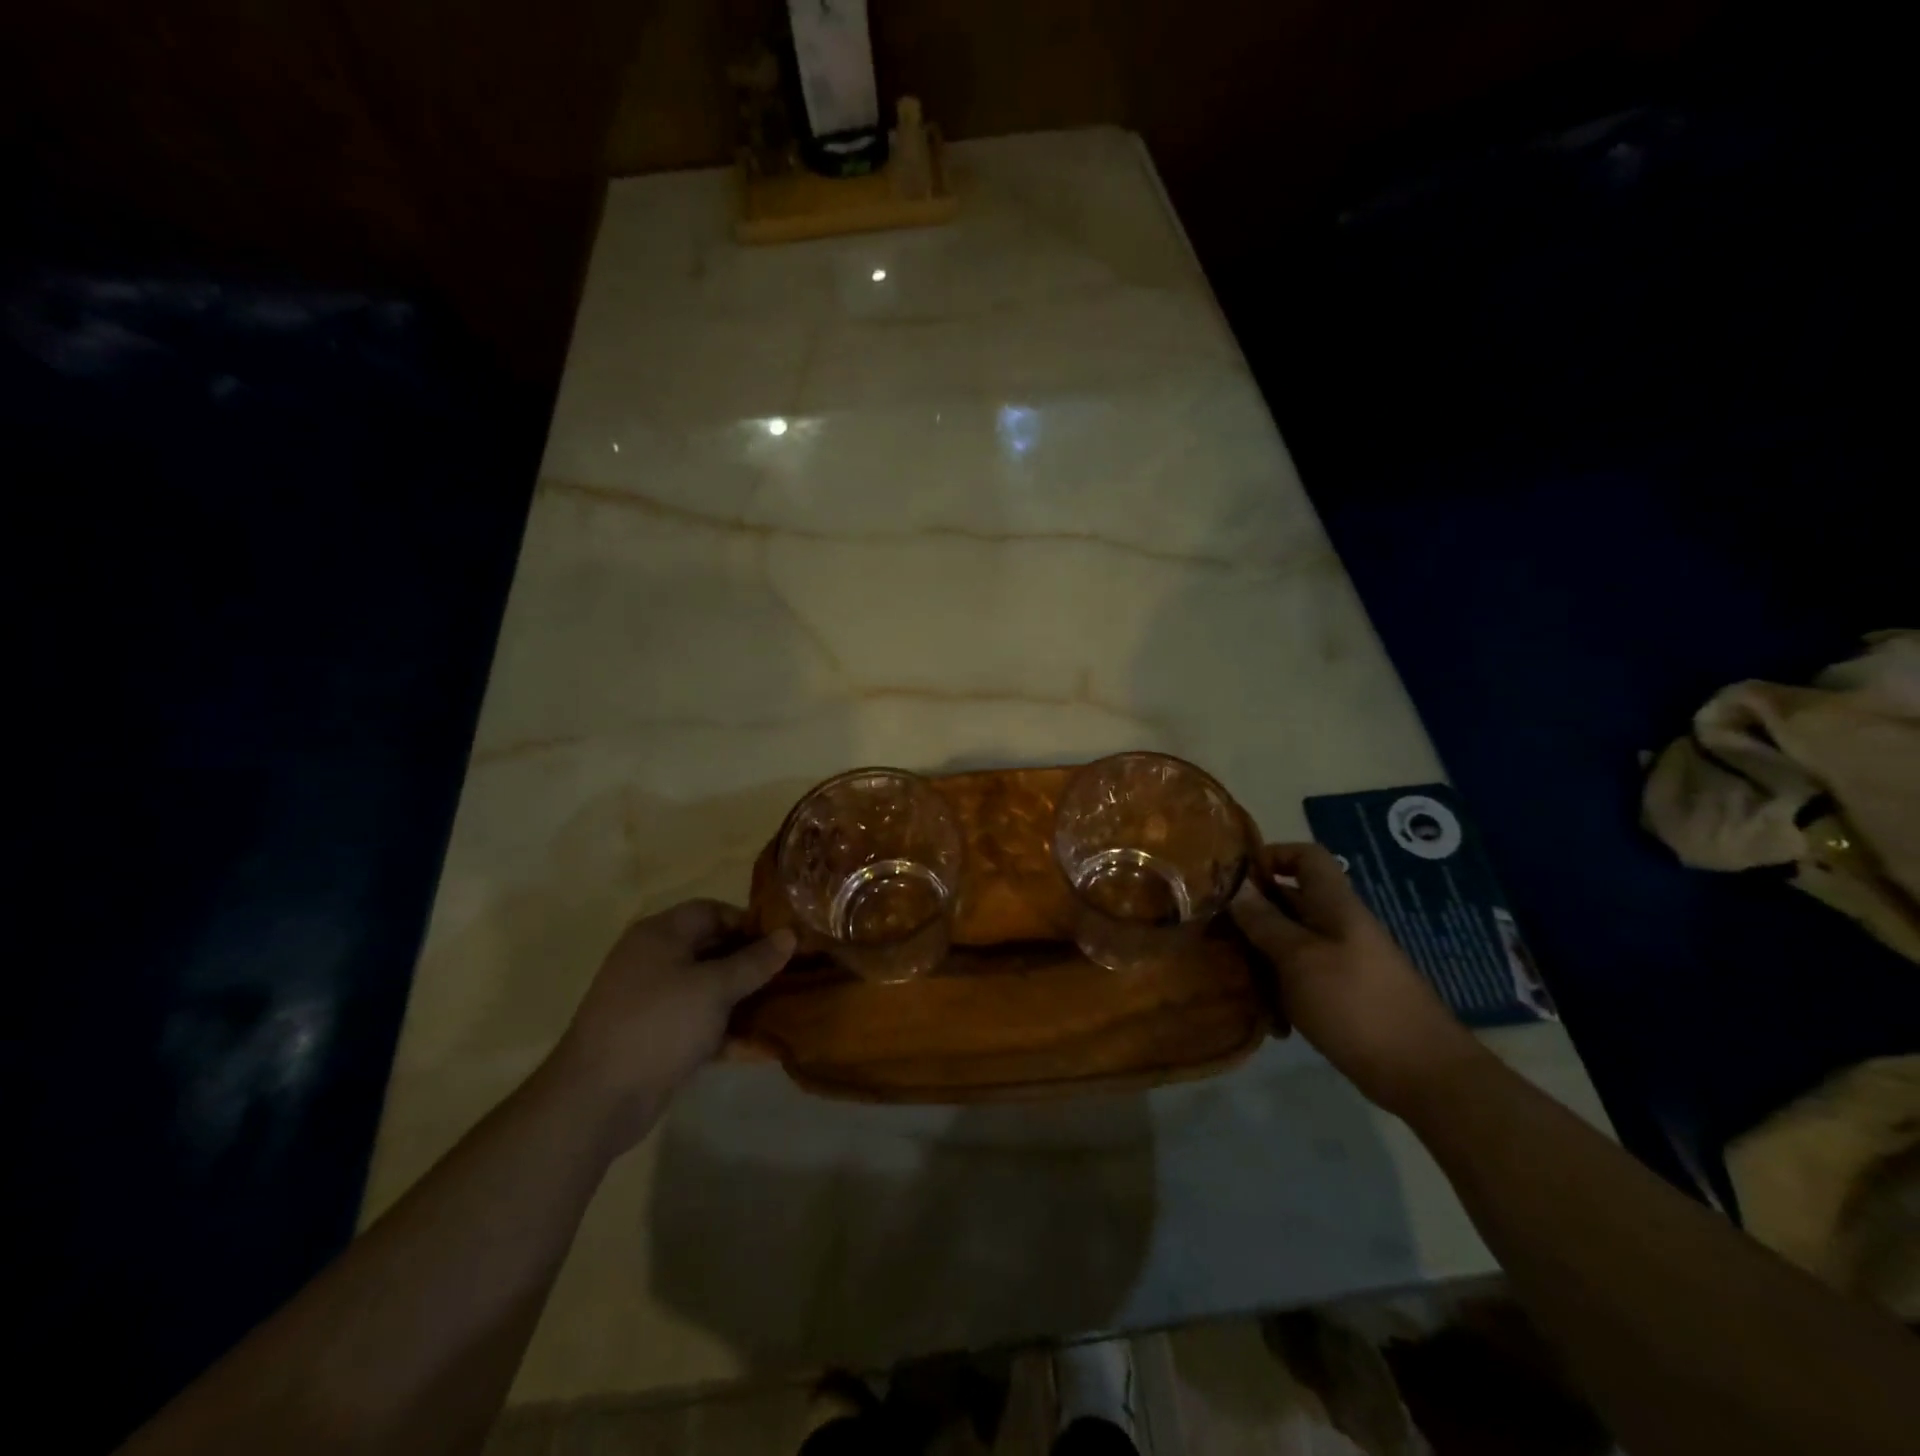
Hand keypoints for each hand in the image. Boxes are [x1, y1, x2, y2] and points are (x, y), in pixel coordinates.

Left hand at [547, 900, 794, 1150]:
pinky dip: (726, 1030)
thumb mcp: (714, 988)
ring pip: (709, 989)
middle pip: (712, 950)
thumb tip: (790, 935)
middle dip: (752, 963)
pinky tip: (761, 1046)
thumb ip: (754, 961)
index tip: (783, 943)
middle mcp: (654, 960)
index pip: (712, 911)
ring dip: (743, 999)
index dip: (749, 923)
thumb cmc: (659, 1024)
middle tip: (790, 976)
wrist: (596, 1099)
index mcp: (661, 934)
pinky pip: (699, 1023)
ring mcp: (653, 1000)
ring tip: (784, 1009)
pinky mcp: (656, 1037)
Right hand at [1230, 843, 1486, 1114]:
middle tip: (1214, 929)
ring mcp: (1342, 962)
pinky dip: (1279, 989)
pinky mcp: (1342, 995)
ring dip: (1260, 955)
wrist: (1423, 1074)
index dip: (1271, 856)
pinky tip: (1264, 1015)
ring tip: (1229, 973)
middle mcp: (1339, 926)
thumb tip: (1236, 885)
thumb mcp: (1299, 958)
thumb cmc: (1356, 1004)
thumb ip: (1265, 921)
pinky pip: (1300, 977)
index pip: (1306, 857)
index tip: (1236, 879)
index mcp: (1335, 905)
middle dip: (1252, 912)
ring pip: (1290, 942)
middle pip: (1290, 900)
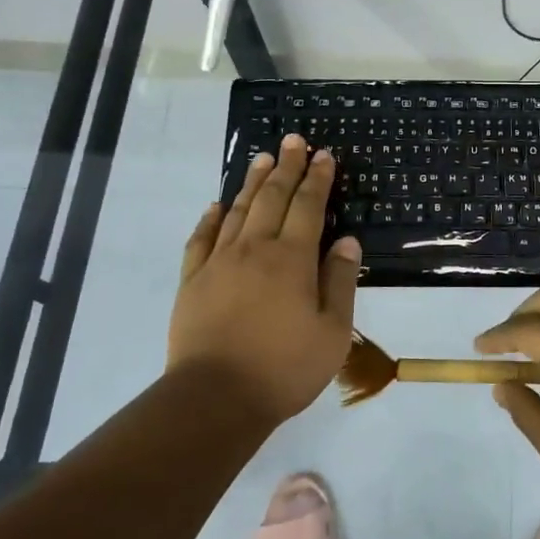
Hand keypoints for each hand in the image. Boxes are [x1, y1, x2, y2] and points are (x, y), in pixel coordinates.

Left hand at [167, 134, 360, 427]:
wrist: (215, 398)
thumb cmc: (284, 368)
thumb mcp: (332, 331)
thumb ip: (339, 281)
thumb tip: (347, 240)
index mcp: (292, 259)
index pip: (308, 206)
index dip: (318, 178)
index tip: (324, 155)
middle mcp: (255, 249)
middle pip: (272, 197)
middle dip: (287, 167)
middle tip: (294, 140)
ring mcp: (219, 262)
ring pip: (238, 210)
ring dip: (252, 182)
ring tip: (262, 159)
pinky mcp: (193, 281)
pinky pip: (201, 238)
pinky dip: (210, 218)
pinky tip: (216, 205)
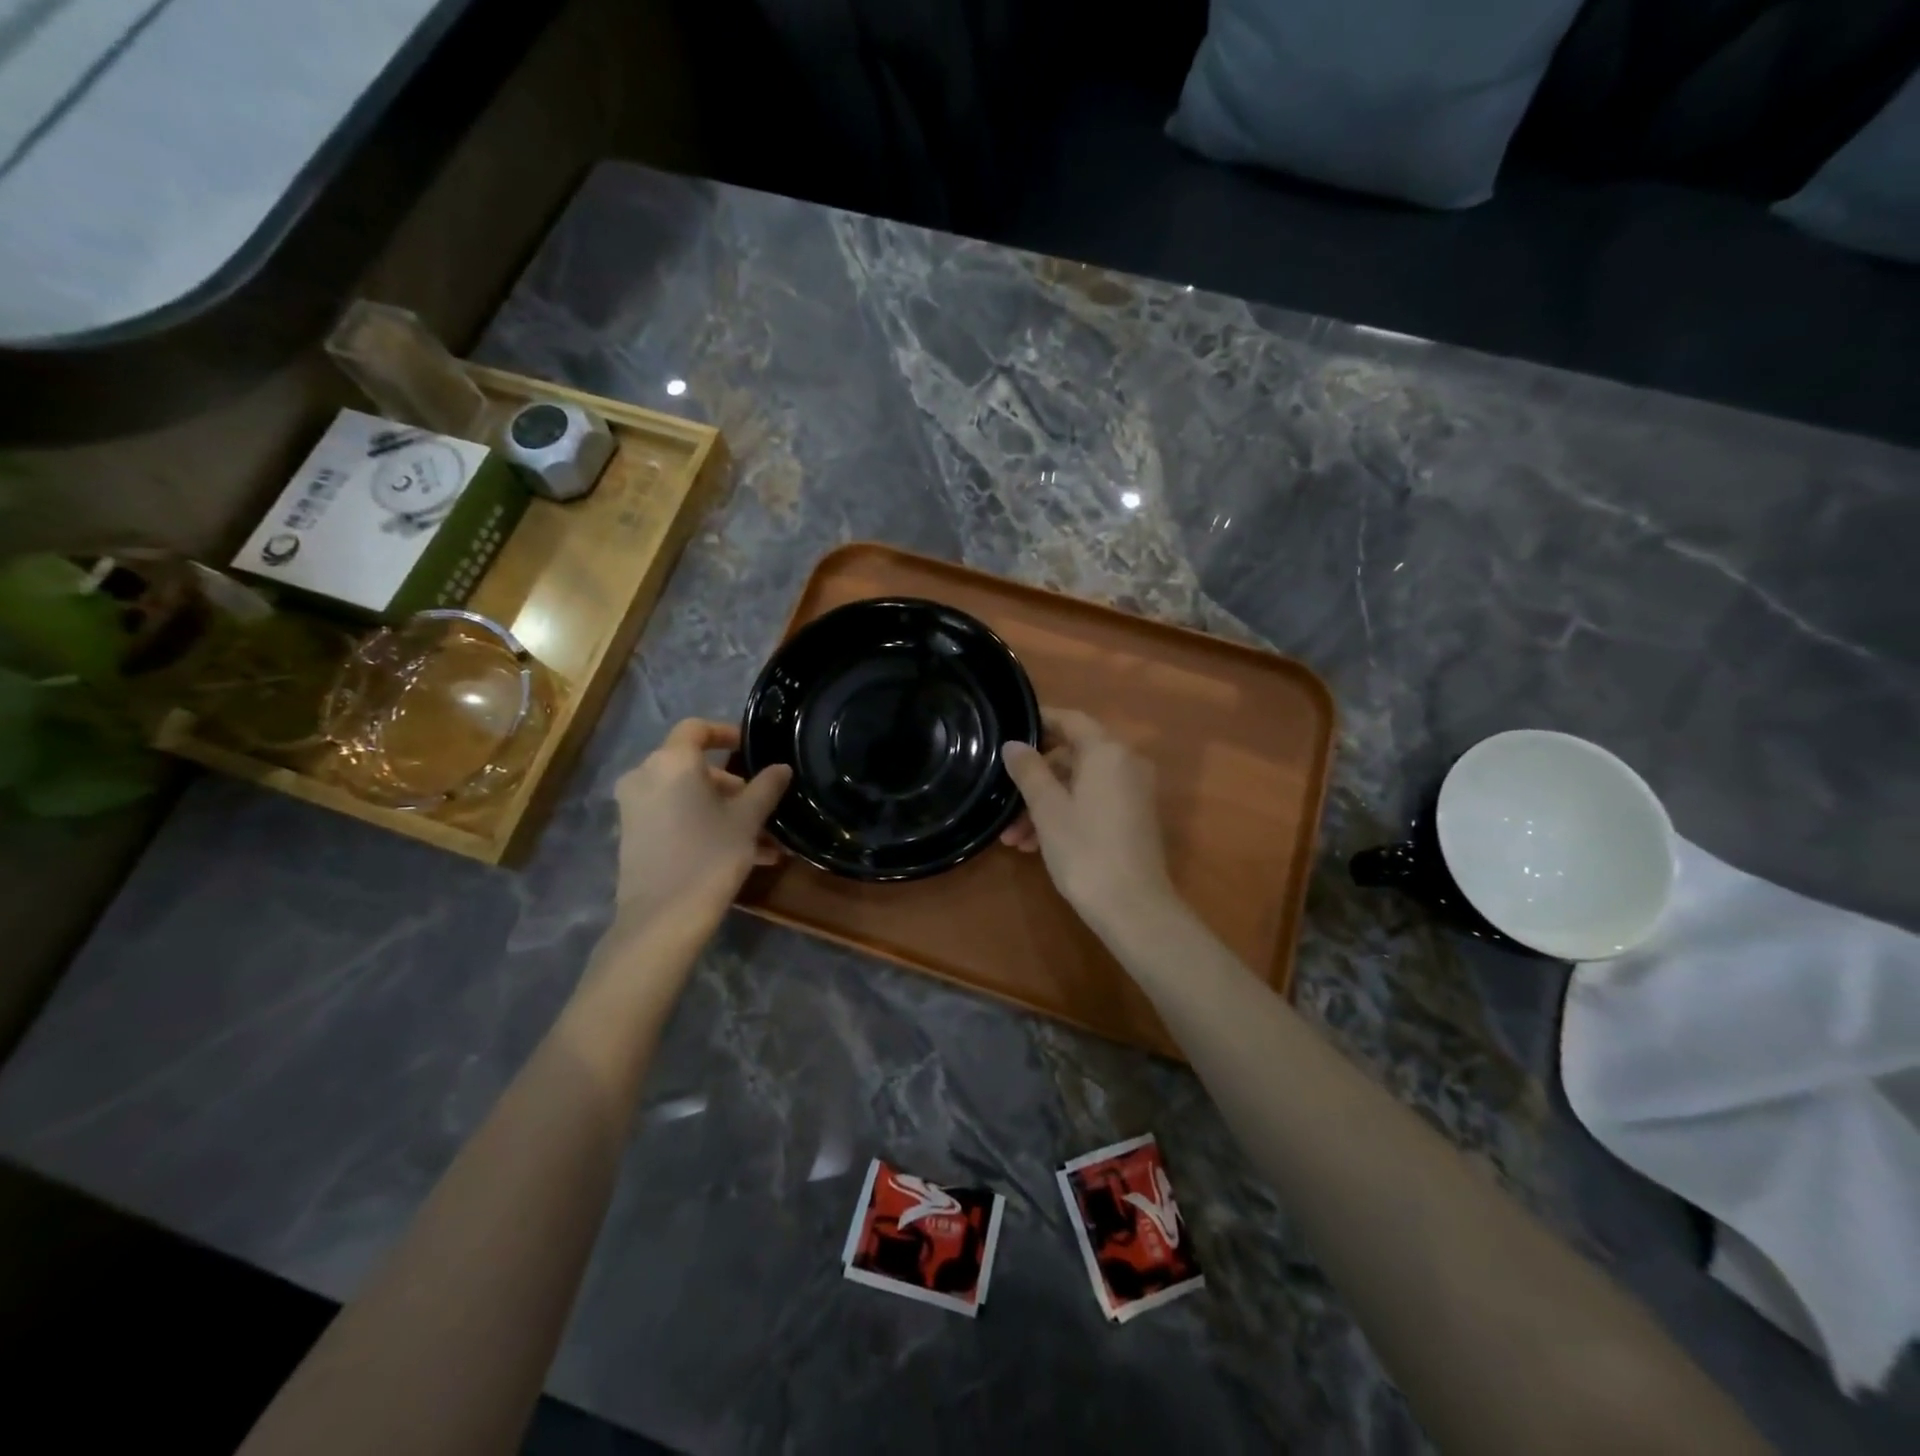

◇ ◇ ◇ ◇

◆ WHAT THE TASK ASKS ◆
Make an exact printout of the listing above, omitting the images.

◆ WRITTEN RESPONSE ◆
Hand keypoints for each hand in the image. Boxes are [x1, y1, x2, y2] and points are (x, y), in pixel coordinates.

Left hand at [547, 900, 794, 1150]:
pinky dip: (726, 1030)
thumb mcp: (714, 988)
ring pip: (709, 989)
middle pip: (712, 950)
thumb tip: (790, 935)
middle dip: (752, 963)
pinky tip: (761, 1046)
thumb ip: (754, 961)
index tip: (783, 943)
middle mcp: (654, 960)
index pip: (712, 911)
ring dip: (743, 999)
index dip: (749, 923)
thumb cmc: (659, 1024)
middle tip: (790, 976)
wrist: (596, 1099)
index mcp: (661, 934)
pinky pip: (699, 1023)
ring mcp: (653, 1000)
ring tip: (784, 1009)
pinky mcp: (656, 1037)
Right hand at [1230, 843, 1486, 1114]:
middle tip: (1214, 929)
ring mcp: (1342, 962)
pinky dip: (1279, 989)
pinky mcp: (1342, 995)
ring dip: (1260, 955)
wrist: (1423, 1074)
index dip: (1271, 856)
pinky tip: (1264, 1015)
ring tip: (1229, 973)
middle mcp: (1339, 926)
thumb tip: (1236, 885)
thumb mcp: (1299, 958)
thumb cmc: (1356, 1004)
thumb ip: (1265, 921)
pinky pip: (1300, 977)
index pip: (1306, 857)
index tip: (1236, 879)
index mcp: (1335, 905)
middle dip: (1252, 912)
ring pip: (1290, 942)
middle pip: (1290, 900)
Hand keypoints for each hand in the image. Boxes are [x1, y1, x2, y2] and points are (x, y), in pixel coordinates.

Left hand at [167, 134, 360, 427]:
wrist: (215, 398)
thumb cmc: (284, 368)
thumb mcp: (332, 331)
thumb ip: (339, 281)
thumb tip: (347, 240)
index mcp: (292, 259)
index pip: (308, 206)
index dip: (318, 178)
index tip: (324, 155)
middle mcp: (255, 249)
middle pip: (272, 197)
middle dip: (287, 167)
middle tip: (294, 140)
ring mcp: (219, 262)
ring pip: (238, 210)
ring dip: (252, 182)
ring tip: (262, 159)
pinky mcp: (193, 281)
pinky pip: (201, 238)
pinky dip: (210, 218)
pinky tip: (216, 205)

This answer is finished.